Thursday, February 4, 2010

With 10 months to go, World Cup bidding heats up

For those of who you don't check the site regularly, I highly recommend checking out World Football Insider's coverage of the bidding process for the 2018 and 2022 World Cup finals. Their latest offering is an interesting analysis/handicapping of the various countries bidding to host soccer's biggest prize.

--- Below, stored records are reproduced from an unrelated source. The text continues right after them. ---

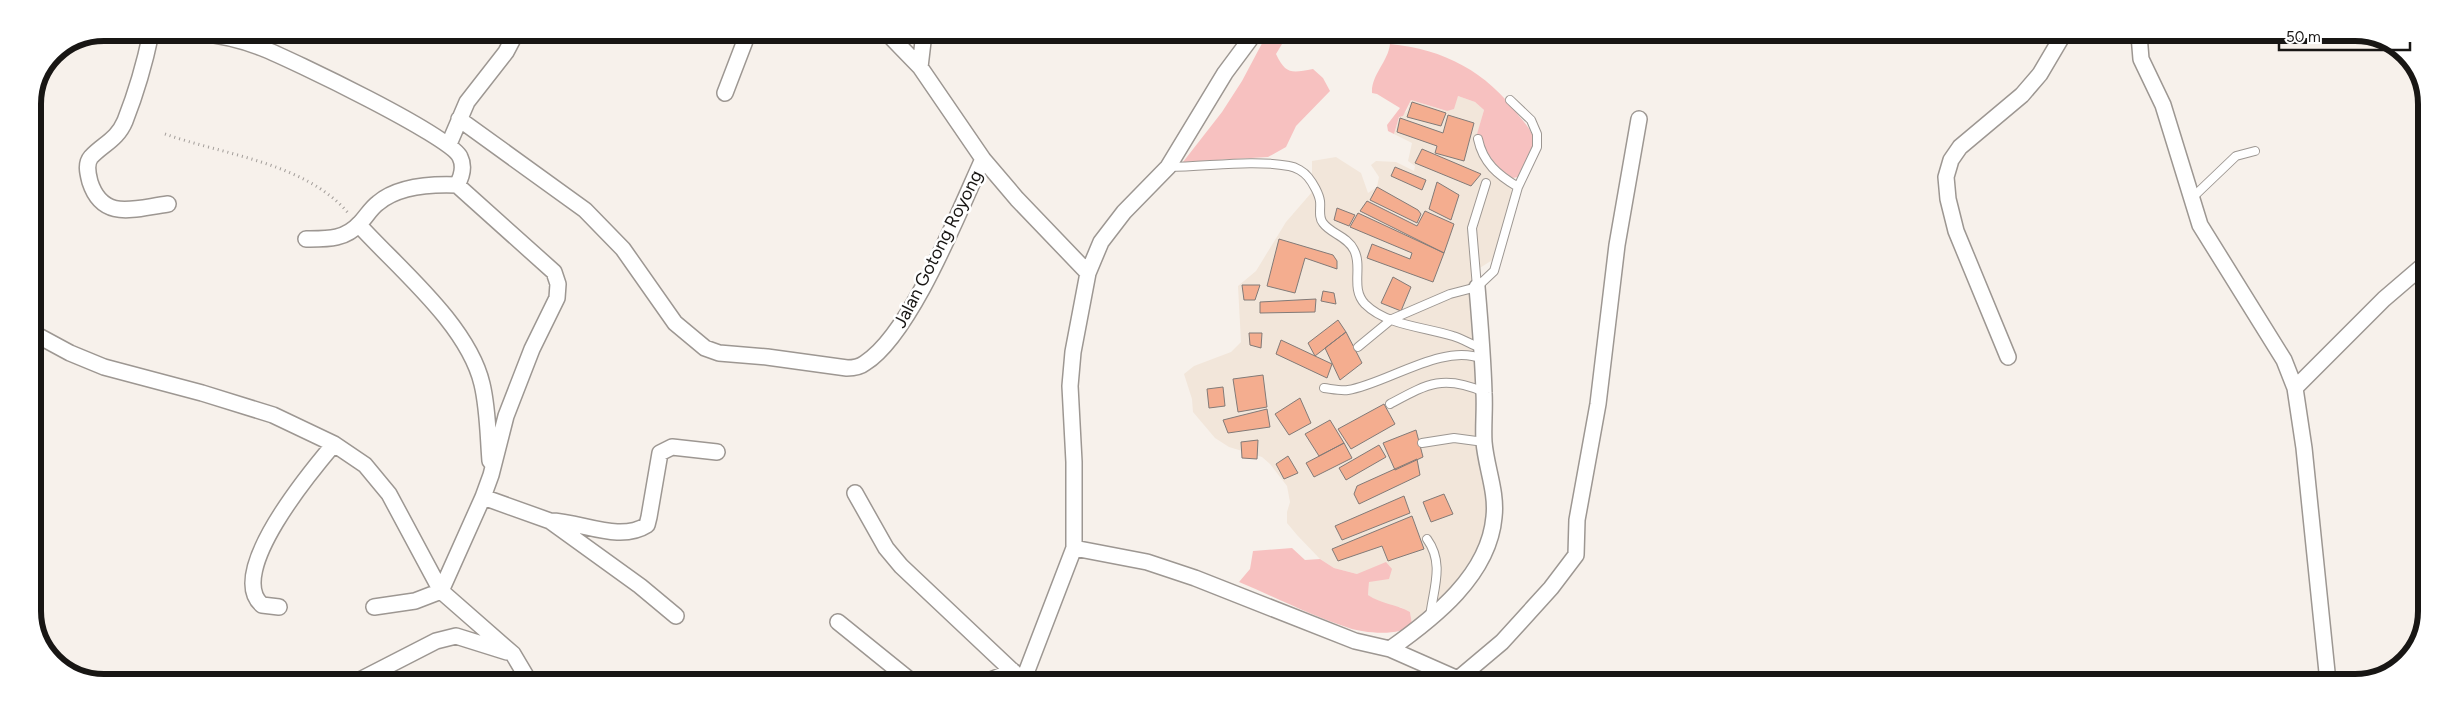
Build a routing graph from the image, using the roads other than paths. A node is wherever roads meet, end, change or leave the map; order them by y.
1 (149, 41) edge
2 (241, 41) edge
3 (512, 41) edge
4 (745, 41) edge
5 (895, 41) edge
6 (923, 41) edge
7 (1249, 41) edge
8 (2059, 41) edge
9 (2140, 41) edge
10 (920, 67) junction
11 (725, 93) dead end
12 (1510, 100) dead end
13 (1639, 118) dead end
14 (458, 119) junction
15 (1478, 139) dead end
16 (449, 144) junction
17 (2255, 150) dead end
18 (983, 159) junction
19 (1168, 168) junction
20 (1486, 184) dead end
21 (457, 185) junction
22 (1518, 187) junction
23 (2191, 199) junction
24 (168, 204) dead end
25 (359, 225) junction
26 (306, 239) dead end
27 (2418, 270) edge
28 (1088, 273) junction
29 (1478, 287) junction
30 (1392, 319) junction
31 (41, 337) edge
32 (1358, 347) dead end
33 (1482, 354) junction
34 (2008, 357) dead end
35 (1324, 388) dead end
36 (2295, 388) junction
37 (1484, 392) junction
38 (1390, 404) dead end
39 (1484, 442) junction
40 (1422, 443) dead end
41 (334, 444) junction
42 (718, 452) dead end
43 (491, 475) junction
44 (855, 493) dead end
45 (483, 497) junction
46 (550, 521) junction
47 (1427, 539) dead end
48 (1074, 548) junction
49 (441, 591) junction
50 (280, 607) dead end
51 (374, 607) dead end
52 (676, 616) dead end
53 (1429, 621) junction
54 (838, 622) dead end
55 (1390, 649) junction
56 (513, 654) junction
57 (372, 674) edge
58 (525, 674) edge
59 (902, 674) edge
60 (1015, 674) edge
61 (1021, 674) edge
62 (1444, 674) edge
63 (1467, 674) edge
64 (2327, 674) edge

1 - 24 street
2 - 16 street
3 - 14 street
4 - 11 street
5 - 10 street
6 - 10 street
7 - 19 street
8 - 34 street
9 - 23 street
10 - 18 street
12 - 22 lane
13 - 63 street
14 - 16 street
14 - 18 street, Jalan Gotong Royong
15 - 22 lane
16 - 21 street
17 - 23 lane
18 - 28 street
19 - 28 street
19 - 30 lane
20 - 29 lane
21 - 25 street
21 - 43 street
22 - 29 lane
23 - 36 street
25 - 26 street
25 - 43 street
27 - 36 street
28 - 48 street
29 - 30 lane
29 - 33 street
30 - 32 lane
30 - 33 lane
31 - 41 street
33 - 35 lane
33 - 37 street
36 - 64 street
37 - 38 lane
37 - 39 street
39 - 40 lane
39 - 53 street
41 - 49 street
41 - 50 street
42 - 46 street
43 - 45 street
44 - 60 street
45 - 46 street
45 - 49 street
46 - 52 street
47 - 53 lane
48 - 55 street
48 - 61 street
49 - 51 street
49 - 56 street
53 - 55 street
54 - 59 street
55 - 62 street
56 - 57 street
56 - 58 street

It's not surprising that they have England leading the field. Many writers, commentators and FIFA insiders have said that 2018 was the UK's race to lose, with its influence in FIFA, its impressive collection of tournament-ready stadia, and the fact that soccer's birth nation has not hosted the cup since 1966, which also saw the country raise its World Cup trophy. With a European World Cup looking more and more likely in 2018, England looks to be the best bet, although there have been some problems with bid cohesiveness over the past several months. If England experiences a tragic fall, Russia and the joint bids of Holland-Belgium and Spain-Portugal would gladly step in to fill the void.

What really interests me, and where I expect the battle to really intensify, is over the rights to hose the 2022 World Cup. A European victory in 2018 essentially makes the next cup a three-horse race between Australia, the United States and Qatar. Indonesia's bid is on life-support, and Japan and South Korea have been fairly recent hosts.

WFI and other authoritative news sites don't seem ready to make predictions on which of these three would come out of this race. Ask the Australian press, and they say its down-under vs. the new world. Ask the Americans, and they tell you its the Qataris they are worried about. It should be an exciting ten months to say the least.